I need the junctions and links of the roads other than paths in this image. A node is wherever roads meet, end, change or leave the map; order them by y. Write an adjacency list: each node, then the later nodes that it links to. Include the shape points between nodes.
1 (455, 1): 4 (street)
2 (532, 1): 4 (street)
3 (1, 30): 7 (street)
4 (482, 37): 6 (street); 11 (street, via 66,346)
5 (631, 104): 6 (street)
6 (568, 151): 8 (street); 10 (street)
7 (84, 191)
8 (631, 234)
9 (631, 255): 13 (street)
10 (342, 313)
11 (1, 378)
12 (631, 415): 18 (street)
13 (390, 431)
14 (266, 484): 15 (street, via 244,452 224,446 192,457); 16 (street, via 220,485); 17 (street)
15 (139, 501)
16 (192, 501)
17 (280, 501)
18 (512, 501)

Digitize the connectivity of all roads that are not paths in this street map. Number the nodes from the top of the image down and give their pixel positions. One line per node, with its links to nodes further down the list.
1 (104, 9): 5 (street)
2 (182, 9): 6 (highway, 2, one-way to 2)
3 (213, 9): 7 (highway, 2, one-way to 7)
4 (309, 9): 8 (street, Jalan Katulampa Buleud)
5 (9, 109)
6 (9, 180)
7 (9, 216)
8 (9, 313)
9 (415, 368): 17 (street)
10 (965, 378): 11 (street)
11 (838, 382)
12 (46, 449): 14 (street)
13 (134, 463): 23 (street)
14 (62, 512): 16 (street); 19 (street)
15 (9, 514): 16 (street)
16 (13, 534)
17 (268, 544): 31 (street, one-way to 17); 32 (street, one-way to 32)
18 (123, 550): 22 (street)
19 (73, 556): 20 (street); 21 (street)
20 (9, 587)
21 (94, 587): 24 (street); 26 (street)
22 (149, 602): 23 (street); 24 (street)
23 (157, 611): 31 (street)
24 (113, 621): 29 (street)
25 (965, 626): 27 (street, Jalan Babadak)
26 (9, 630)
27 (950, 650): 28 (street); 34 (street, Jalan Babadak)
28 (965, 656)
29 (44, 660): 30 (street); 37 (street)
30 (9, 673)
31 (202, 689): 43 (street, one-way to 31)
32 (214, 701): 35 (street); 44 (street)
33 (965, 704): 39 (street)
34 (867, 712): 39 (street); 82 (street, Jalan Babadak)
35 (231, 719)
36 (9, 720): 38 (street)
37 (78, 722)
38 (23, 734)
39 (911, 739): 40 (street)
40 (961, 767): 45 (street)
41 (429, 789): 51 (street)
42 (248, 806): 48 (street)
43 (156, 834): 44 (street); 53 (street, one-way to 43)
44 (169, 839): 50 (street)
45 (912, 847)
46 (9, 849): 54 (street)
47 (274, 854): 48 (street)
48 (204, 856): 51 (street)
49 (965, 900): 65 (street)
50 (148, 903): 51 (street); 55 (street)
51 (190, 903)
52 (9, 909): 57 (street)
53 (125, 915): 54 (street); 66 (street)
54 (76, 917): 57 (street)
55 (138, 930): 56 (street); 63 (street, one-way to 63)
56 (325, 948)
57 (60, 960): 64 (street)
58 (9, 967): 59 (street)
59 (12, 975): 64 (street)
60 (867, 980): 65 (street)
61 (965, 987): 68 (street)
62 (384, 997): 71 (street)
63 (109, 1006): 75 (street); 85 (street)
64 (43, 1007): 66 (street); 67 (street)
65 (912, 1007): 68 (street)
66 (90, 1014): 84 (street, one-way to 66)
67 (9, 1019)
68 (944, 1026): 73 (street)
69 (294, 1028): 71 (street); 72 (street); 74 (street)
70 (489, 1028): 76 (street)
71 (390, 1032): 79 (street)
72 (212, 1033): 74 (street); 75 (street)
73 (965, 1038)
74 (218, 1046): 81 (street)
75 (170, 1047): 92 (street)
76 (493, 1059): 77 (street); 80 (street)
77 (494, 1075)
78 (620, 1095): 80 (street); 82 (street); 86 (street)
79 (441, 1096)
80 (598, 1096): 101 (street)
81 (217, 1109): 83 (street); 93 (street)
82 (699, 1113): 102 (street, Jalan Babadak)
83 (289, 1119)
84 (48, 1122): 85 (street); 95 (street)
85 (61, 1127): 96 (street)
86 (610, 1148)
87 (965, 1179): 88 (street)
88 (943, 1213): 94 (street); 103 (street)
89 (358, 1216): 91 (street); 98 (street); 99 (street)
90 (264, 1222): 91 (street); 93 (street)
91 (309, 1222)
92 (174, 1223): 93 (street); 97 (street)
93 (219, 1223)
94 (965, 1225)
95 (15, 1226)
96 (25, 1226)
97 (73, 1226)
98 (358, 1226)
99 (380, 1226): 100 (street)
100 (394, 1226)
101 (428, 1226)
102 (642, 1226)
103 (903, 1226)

====

◆ The task ◆
Among the lines of the material above, find those with the word "Jalan". Copy each one.

◆ Solution to the exercise ◆
4 (309, 9): 8 (street, Jalan Katulampa Buleud)
25 (965, 626): 27 (street, Jalan Babadak)
27 (950, 650): 28 (street); 34 (street, Jalan Babadak)
34 (867, 712): 39 (street); 82 (street, Jalan Babadak)
82 (699, 1113): 102 (street, Jalan Babadak)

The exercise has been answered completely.